▶ WHAT YOU NEED TO DO: A single number is required: the count of lines in the entries below that include the word "lane".

##############################

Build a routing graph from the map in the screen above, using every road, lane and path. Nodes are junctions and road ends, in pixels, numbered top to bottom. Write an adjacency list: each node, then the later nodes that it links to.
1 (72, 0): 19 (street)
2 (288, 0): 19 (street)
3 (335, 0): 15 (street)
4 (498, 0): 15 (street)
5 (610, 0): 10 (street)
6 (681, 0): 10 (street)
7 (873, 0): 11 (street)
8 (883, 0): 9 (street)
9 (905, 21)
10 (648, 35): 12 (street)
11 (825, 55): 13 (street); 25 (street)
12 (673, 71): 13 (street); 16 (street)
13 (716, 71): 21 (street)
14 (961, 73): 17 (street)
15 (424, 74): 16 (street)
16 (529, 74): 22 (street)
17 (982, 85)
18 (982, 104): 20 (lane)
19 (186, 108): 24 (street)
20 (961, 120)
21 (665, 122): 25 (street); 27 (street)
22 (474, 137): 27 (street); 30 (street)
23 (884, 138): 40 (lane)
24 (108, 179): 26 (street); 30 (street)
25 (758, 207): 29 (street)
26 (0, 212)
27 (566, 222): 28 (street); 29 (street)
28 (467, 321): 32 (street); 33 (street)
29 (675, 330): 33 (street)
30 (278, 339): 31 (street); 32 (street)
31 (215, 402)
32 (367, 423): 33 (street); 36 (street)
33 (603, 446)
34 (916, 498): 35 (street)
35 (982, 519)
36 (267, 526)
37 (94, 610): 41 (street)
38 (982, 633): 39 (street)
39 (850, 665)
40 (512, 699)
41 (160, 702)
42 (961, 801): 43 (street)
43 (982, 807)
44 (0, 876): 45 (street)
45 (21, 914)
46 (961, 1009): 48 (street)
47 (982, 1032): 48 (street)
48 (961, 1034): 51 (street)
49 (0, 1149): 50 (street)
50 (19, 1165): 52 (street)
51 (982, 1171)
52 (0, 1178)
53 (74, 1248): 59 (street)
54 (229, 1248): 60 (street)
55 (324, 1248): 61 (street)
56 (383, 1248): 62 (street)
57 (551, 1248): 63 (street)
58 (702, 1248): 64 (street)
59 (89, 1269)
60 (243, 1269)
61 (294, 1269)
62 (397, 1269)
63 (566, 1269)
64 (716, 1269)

##############################

▶ ANSWER AREA: 3